IoT Paves Way to Smart Grid, but Who Will Pay?

By Scott Smith, Vice Chairman and U.S. Power & Utilities leader, Deloitte

Scott Smith, Vice Chairman and U.S. Power & Utilities leader, Deloitte

Internet of Things (IoT) technologies are profoundly impacting nearly every sector of the global economy. In the US power and utilities industry, IoT technologies using sensors, high volume data transfer, machine learning and advanced analytic algorithms enable “smart grid” deployment, a multi-year effort to transform performance of the electric grid. Also known as “grid modernization,” many believe this initiative is critical to the industry’s ability to thrive during a period of significant transformation. But it carries a hefty price tag, and it’s not yet clear who would pay. In addition, it brings issues such as cyber risk into sharper focus.

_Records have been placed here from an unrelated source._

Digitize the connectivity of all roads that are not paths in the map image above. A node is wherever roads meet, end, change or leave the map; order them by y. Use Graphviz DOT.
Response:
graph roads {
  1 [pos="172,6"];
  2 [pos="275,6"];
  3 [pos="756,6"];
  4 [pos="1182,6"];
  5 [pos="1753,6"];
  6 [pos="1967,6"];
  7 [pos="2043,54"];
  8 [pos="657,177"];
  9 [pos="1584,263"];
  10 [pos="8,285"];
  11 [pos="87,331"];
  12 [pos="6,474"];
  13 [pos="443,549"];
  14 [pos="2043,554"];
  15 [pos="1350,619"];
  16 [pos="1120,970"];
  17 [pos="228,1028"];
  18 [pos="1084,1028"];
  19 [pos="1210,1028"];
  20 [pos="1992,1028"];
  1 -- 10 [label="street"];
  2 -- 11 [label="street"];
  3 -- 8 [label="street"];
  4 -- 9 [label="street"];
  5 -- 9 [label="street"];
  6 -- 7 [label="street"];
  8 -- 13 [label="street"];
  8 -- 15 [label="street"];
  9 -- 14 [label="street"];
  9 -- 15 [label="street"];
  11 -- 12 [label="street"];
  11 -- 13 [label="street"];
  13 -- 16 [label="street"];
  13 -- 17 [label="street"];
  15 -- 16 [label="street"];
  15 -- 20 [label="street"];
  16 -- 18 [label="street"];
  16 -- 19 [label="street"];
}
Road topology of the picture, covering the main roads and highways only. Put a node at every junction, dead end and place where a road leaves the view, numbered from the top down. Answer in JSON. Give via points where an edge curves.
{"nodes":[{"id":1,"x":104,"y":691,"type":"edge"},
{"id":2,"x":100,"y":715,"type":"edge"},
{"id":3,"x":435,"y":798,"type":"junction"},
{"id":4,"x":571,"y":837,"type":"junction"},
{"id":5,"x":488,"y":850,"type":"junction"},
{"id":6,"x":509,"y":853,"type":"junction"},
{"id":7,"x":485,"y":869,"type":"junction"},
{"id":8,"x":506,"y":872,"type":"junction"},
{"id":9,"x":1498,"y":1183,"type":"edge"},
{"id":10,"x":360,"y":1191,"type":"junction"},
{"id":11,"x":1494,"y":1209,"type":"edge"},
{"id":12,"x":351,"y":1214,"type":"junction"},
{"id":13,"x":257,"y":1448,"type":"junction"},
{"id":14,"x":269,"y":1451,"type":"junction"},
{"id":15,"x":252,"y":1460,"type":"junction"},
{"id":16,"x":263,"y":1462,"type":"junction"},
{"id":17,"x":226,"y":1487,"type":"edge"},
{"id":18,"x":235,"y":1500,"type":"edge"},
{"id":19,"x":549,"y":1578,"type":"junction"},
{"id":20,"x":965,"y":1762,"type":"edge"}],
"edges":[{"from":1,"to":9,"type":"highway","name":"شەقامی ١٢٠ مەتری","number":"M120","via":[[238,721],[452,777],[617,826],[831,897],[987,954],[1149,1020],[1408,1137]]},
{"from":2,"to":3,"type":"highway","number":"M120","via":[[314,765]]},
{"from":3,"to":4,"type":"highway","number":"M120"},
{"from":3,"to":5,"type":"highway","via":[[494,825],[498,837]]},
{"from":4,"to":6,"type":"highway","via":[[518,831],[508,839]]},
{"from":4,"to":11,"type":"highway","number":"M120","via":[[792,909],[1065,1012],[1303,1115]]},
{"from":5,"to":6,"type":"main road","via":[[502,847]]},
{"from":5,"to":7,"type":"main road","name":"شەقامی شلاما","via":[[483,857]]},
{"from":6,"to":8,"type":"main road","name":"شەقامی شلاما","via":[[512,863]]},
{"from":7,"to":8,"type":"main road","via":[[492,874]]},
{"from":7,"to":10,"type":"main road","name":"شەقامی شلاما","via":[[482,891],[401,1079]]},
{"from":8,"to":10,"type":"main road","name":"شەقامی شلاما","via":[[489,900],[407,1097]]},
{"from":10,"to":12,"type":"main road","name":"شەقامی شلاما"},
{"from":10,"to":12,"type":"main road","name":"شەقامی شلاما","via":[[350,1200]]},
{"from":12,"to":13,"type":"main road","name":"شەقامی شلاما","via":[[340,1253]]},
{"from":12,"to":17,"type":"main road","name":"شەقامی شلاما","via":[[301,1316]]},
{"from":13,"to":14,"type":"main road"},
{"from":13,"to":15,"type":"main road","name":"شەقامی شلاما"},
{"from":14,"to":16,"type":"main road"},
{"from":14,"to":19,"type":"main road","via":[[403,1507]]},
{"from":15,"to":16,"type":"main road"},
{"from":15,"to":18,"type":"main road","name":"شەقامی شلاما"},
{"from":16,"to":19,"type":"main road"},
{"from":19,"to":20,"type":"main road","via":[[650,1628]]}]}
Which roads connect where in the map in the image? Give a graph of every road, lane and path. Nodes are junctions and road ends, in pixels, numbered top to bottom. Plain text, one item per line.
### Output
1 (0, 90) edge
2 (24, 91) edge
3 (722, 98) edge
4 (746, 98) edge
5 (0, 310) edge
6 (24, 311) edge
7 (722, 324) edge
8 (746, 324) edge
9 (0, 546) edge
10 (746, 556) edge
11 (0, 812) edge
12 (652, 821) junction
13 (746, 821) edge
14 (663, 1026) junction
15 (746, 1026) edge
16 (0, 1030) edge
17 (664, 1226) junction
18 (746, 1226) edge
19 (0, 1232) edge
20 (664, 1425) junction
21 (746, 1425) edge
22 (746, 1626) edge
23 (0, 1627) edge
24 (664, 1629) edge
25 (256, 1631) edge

Multiple challenges are driving the current electric power industry transformation–including sluggish demand growth, evolving environmental regulations, changing power generation sources, shifting customer preferences, increasingly severe weather, and the need to upgrade aging infrastructure. Advancing technologies such as distributed solar are transforming the grid from a system built around one-way power flows from large, centralized, utility-owned plants– to an increasingly decentralized system, with multi-directional flow from a widening variety of energy resources owned by utilities, customers, and third parties. To complicate matters further, some of these resources, such as wind and solar produce power intermittently.

Grid Modernization Benefits

Grid modernization can enable utilities to address these challenges, helping them boost reliability and resilience, reduce costs, integrate variable and distributed energy resources, and respond to evolving customer preferences. Below are examples of each of these benefits:

Enhancing Resilience–Utilities in the southeastern US used outage management systems (OMS) that combined advanced metering infrastructure (AMI) and analytics to restore power to most customers within two days of Hurricane Matthew’s landfall in October 2016. This compares to about two weeks in the wake of similar hurricanes previously.

“The proliferation of sensors and other devices connected to an increasingly networked electric grid has created many more targets for cyber-attacks”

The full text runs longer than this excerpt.